4. And those people were all in incredibly long lines for ATMs
While this seemed strange enough in and of itself, we decided to ignore it, go to a place called “Information” and try to find some… information, that is. Ilana went in, came back out, discussed what she had learned and then we all went in to try to understand why there was nowhere near Ceres to pick fruit. The woman there made us an appointment at a farm to learn (for two hours) how fruit is picked, but we couldn’t pick fruit there and we couldn’t buy any fruit from them. The five or us decided that we had driven so far that we might as well see what’s up at the farm. On the way there we passed by the shankiest looking prison I’ve ever seen. Actually, we passed by it several times because we were so lost. Anyway- as we turned onto the dirt road that was going to lead us to the farm (where we couldn’t pick any fruit) we began to notice that the situation and the scenery seemeed eerily similar to the opening scene of the horrifying American film The Hills Have Eyes. Ever seen that movie? Yes- then you know what I’m talking about. No- don’t watch it. It’s terrifying. In short, it’s a movie about people driving in the middle of nowhere who get eaten and mutilated by mutants. So, naturally, we stopped the car in the middle of the road, got out and began to explore. It was. So. Quiet… Quiet like Nebraska in the Sandhills… I could hear myself walk. We took a couple of pictures and decided that this was another failed African adventure. It was time to go home. We had gotten bad advice from South Africans, been misled by a website, and hadn’t gotten any fruit. When we went to a restaurant in town (where we were the only customers) we asked the waitress, “Is there fruit around here? Where exactly is it?” She replied, “Oh, it’s everywhere! It’s here and over there and that way, too and, also over thatta way!” During this explanation she pointed to each cardinal direction. So we asked her, “Where can we buy some?” She said, “Oh, over at the Pick ‘n Pay.” The Pick ‘n Pay is a chain grocery store… That wasn’t exactly what we had in mind…

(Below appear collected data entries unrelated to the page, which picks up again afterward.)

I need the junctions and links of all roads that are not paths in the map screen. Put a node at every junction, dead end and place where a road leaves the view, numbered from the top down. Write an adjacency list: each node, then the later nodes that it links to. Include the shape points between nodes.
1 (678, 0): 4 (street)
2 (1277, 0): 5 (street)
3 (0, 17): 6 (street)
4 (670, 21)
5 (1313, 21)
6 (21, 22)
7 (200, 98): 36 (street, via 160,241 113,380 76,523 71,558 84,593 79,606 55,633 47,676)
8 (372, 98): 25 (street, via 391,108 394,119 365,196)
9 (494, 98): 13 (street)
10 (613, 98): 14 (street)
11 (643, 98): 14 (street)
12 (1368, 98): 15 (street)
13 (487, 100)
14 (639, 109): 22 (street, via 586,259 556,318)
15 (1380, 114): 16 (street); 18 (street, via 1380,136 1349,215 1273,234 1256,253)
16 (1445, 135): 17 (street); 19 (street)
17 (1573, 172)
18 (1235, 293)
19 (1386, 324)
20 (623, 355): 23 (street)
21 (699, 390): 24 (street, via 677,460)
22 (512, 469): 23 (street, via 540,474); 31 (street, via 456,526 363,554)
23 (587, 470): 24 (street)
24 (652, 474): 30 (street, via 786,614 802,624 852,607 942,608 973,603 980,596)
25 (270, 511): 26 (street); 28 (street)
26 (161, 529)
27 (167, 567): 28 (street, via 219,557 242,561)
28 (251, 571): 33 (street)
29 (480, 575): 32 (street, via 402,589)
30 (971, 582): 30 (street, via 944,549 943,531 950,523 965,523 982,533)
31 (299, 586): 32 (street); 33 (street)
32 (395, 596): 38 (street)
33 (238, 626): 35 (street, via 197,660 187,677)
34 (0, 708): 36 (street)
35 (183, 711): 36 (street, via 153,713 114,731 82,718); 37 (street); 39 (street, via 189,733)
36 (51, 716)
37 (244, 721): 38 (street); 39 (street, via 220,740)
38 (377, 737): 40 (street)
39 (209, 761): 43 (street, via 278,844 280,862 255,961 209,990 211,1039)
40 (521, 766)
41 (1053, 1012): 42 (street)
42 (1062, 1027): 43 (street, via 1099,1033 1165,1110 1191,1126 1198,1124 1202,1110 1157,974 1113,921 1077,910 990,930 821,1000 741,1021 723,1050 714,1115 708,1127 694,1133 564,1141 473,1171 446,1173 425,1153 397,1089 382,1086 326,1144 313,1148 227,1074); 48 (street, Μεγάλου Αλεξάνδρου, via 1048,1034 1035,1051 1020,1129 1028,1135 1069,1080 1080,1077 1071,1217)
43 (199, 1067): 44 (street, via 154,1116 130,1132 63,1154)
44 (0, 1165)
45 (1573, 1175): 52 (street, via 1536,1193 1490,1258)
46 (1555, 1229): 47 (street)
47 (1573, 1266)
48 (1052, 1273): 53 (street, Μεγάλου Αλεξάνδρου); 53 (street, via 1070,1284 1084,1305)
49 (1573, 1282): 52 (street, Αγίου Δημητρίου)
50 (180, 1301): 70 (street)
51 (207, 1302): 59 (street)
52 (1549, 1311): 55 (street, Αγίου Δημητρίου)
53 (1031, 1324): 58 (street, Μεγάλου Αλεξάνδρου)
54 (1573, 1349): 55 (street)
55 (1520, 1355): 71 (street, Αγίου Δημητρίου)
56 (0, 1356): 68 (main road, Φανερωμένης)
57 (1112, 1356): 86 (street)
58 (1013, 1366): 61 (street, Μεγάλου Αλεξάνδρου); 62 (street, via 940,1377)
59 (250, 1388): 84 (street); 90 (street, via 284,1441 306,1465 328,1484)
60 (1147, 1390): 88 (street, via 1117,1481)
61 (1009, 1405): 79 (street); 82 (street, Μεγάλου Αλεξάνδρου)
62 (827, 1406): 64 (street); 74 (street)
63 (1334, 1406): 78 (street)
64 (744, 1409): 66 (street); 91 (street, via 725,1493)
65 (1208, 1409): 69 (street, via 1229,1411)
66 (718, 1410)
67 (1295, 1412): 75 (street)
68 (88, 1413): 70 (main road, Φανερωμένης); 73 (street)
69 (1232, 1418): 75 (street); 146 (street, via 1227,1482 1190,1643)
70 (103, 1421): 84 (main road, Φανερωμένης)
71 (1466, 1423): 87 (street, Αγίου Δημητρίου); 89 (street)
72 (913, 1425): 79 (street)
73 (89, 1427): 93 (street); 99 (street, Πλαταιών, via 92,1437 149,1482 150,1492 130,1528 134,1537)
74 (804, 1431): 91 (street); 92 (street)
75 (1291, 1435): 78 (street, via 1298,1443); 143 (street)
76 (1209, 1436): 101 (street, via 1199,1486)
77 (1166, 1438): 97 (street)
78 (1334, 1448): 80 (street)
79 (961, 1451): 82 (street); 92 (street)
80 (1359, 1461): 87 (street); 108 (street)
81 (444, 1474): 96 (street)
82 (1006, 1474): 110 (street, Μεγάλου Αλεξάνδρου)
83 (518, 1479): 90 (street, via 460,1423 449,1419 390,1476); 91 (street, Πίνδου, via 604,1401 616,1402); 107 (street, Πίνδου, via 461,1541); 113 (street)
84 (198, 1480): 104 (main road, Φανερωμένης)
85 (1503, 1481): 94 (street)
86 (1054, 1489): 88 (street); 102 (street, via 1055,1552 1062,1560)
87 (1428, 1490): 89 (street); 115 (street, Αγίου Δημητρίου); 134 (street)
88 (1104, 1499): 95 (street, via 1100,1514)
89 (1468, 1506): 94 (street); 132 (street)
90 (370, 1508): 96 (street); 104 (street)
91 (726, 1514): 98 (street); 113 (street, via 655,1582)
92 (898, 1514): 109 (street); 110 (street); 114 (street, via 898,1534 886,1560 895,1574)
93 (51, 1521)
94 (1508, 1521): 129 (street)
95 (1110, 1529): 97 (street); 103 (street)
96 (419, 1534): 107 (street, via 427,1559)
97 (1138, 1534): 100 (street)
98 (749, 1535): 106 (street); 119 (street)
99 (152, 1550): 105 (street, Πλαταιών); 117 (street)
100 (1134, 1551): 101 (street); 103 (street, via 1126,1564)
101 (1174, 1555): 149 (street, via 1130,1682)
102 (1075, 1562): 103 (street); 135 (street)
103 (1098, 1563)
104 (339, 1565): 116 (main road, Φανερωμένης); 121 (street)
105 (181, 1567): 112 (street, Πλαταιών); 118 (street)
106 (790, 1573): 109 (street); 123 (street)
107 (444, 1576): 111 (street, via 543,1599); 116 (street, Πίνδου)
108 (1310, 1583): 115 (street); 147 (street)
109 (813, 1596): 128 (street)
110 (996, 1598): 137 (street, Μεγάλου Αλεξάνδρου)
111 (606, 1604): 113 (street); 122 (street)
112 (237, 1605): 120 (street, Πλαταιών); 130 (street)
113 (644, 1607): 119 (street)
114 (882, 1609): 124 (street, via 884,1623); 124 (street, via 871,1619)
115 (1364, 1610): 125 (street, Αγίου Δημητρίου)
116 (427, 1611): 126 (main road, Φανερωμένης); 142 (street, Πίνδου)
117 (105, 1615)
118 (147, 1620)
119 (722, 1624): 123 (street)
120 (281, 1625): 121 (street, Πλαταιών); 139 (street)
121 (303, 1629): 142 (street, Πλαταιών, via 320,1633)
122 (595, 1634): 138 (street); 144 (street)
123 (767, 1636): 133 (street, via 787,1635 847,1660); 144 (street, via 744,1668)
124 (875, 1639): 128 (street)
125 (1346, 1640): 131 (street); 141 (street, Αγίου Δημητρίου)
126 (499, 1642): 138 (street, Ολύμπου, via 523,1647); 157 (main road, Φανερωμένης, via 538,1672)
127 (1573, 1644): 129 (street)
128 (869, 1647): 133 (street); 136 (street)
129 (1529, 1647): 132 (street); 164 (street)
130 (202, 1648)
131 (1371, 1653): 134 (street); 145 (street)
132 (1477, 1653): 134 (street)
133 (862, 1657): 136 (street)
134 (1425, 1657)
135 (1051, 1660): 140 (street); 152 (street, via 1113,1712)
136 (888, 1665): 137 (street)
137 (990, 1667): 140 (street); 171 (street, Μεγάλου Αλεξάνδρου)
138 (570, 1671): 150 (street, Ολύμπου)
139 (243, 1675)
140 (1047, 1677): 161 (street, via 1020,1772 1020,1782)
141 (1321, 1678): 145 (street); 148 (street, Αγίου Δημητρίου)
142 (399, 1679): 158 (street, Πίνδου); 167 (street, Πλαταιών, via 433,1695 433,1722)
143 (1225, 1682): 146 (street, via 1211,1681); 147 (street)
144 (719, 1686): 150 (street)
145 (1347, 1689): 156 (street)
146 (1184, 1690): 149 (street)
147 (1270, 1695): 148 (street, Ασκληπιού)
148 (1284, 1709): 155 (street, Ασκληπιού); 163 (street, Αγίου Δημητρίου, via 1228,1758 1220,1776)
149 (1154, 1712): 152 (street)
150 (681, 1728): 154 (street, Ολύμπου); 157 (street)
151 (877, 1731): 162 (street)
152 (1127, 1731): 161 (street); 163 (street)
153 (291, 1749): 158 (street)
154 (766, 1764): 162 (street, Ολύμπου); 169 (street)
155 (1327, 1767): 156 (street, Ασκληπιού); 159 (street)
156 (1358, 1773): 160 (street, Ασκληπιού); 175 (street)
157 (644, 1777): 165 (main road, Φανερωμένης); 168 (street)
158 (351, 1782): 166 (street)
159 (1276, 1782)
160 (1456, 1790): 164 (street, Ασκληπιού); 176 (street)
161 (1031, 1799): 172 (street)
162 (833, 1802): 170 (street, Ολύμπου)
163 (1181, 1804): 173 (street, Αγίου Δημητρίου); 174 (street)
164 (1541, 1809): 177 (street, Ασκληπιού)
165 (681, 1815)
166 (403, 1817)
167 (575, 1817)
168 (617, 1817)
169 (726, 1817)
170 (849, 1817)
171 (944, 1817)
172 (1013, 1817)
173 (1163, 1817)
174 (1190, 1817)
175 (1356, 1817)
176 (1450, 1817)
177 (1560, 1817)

My plan for this week is as follows- continue to work on my tan, escape the heat, go to the beach at least once, start and finish my second paper due this week, sweat less, do laundry, finish planning my mid-semester break trip to MOZAMBIQUE, and, finally, find out where Ryan Reynolds is in Cape Town as he films his new movie. Just another week in the life of a Midwesterner on the move…
Love you all.
B.
Pictures include: Ilana, me, Kait, and Jeff at the carnival getting "candy floss" or cotton candy, the scenery on the way to Ceres, Bridget, Diane, me, Ilana, and Sydney at the restaurant in Ceres, and the beginning of a professional rugby match!